= Study material =
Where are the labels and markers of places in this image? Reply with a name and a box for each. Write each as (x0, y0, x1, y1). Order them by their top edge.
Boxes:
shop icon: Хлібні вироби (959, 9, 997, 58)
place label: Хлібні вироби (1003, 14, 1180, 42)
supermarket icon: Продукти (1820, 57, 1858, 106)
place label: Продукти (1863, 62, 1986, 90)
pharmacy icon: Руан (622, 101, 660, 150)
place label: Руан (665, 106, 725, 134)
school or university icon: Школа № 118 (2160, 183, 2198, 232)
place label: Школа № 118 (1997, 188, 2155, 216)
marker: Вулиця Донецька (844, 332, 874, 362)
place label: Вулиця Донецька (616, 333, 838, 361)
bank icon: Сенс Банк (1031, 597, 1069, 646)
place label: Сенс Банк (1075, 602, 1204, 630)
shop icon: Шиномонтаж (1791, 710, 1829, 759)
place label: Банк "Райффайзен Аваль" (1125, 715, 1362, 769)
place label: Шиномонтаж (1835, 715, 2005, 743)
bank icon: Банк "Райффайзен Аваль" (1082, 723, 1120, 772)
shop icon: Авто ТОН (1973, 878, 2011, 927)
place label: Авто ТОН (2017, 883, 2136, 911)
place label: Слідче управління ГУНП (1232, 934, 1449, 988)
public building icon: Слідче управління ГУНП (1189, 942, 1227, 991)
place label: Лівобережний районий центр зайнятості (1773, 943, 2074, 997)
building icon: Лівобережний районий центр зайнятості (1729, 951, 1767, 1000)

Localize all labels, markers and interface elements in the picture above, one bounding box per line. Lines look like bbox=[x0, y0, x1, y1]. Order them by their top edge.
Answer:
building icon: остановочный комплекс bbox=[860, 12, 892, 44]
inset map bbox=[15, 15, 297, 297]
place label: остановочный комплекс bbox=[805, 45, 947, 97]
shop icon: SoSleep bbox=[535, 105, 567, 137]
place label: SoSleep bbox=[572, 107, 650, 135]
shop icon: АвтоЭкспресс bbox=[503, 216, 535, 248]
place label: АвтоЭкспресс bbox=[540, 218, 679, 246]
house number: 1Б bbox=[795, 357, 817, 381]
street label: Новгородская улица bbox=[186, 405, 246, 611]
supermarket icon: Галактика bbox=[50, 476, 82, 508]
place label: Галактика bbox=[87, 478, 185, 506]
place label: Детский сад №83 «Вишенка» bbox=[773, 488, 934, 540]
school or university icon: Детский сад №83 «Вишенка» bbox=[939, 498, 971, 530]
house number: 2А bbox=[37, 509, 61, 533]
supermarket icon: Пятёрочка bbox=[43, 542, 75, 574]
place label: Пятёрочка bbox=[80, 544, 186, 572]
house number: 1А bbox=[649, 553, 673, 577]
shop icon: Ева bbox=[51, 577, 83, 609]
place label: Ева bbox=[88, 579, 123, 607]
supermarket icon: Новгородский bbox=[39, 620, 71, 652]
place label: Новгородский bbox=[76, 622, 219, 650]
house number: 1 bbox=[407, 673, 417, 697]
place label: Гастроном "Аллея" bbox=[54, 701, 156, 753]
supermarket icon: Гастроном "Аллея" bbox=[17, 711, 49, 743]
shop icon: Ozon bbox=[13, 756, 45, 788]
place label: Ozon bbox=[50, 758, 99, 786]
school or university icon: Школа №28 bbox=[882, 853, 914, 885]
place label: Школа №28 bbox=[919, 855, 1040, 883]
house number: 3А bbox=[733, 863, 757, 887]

= Work to be completed =
Repeat the listing. Keep every character the same.

= Output =
Where are the labels and markers of places in this image? Reply with a name and a box for each. Write each as (x0, y0, x1, y1). Order them by their top edge.
Boxes:
shop icon: Хлібні вироби (959, 9, 997, 58)
place label: Хлібні вироби (1003, 14, 1180, 42)
supermarket icon: Продукти (1820, 57, 1858, 106)
place label: Продукти (1863, 62, 1986, 90)
pharmacy icon: Руан (622, 101, 660, 150)
place label: Руан (665, 106, 725, 134)
school or university icon: Школа № 118 (2160, 183, 2198, 232)
place label: Школа № 118 (1997, 188, 2155, 216)
marker: Вулиця Донецька (844, 332, 874, 362)
place label: Вулиця Донецька (616, 333, 838, 361)
bank icon: Сенс Банк (1031, 597, 1069, 646)
place label: Сенс Банк (1075, 602, 1204, 630)
shop icon: Шиномонтаж (1791, 710, 1829, 759)
place label: Банк "Райффайзен Аваль" (1125, 715, 1362, 769)
place label: Шиномонтаж (1835, 715, 2005, 743)
bank icon: Банк "Райффайзен Аваль" (1082, 723, 1120, 772)
shop icon: Авто ТОН (1973, 878, 2011, 927)
place label: Авто ТОН (2017, 883, 2136, 911)
place label: Слідче управління ГУНП (1232, 934, 1449, 988)
public building icon: Слідче управління ГУНП (1189, 942, 1227, 991)
place label: Лівобережний районий центр зайнятості (1773, 943, 2074, 997)
building icon: Лівобережний районий центр зайнятості (1729, 951, 1767, 1000)

Localize all labels, markers and interface elements in the picture above, one bounding box per line. Lines look like bbox=[x0, y0, x1, y1]. Order them by their top edge.
Answer:
building icon: остановочный комплекс bbox=[860, 12, 892, 44]
inset map bbox=[15, 15, 297, 297]
place label: остановочный комплекс bbox=[805, 45, 947, 97]
shop icon: SoSleep bbox=[535, 105, 567, 137]
place label: SoSleep bbox=[572, 107, 650, 135]
shop icon: АвтоЭкспресс bbox=[503, 216, 535, 248]
place label: АвтоЭкспресс bbox=[540, 218, 679, 246]
house number: 1Б bbox=[795, 357, 817, 381]
street label: Новгородская улица bbox=[186, 405, 246, 611]
supermarket icon: Галактика bbox=[50, 476, 82, 508]
place label: Галактика bbox=[87, 478, 185, 506]
place label: Детский сад №83 «Вишенка» bbox=[773, 488, 934, 540]
school or university icon: Детский сад №83 «Вишенка» bbox=[939, 498, 971, 530]
house number: 2А bbox=[37, 509, 61, 533]
supermarket icon: Пятёрочка bbox=[43, 542, 75, 574]
place label: Пятёрочка bbox=[80, 544, 186, 572]
house number: 1А bbox=[649, 553, 673, 577]
shop icon: Ева bbox=[51, 577, 83, 609]
place label: Ева bbox=[88, 579, 123, 607]
supermarket icon: Новгородский bbox=[39, 620, 71, 652]
place label: Новгородский bbox=[76, 622, 219, 650]
house number: 1 bbox=[407, 673, 417, 697]
place label: Гастроном "Аллея" bbox=[54, 701, 156, 753]
supermarket icon: Гастроном "Аллея" bbox=[17, 711, 49, 743]
shop icon: Ozon bbox=[13, 756, 45, 788]
place label: Ozon bbox=[50, 758, 99, 786]
school or university icon: Школа №28 bbox=[882, 853, 914, 885]
place label: Школа №28 bbox=[919, 855, 1040, 883]
house number: 3А bbox=[733, 863, 757, 887]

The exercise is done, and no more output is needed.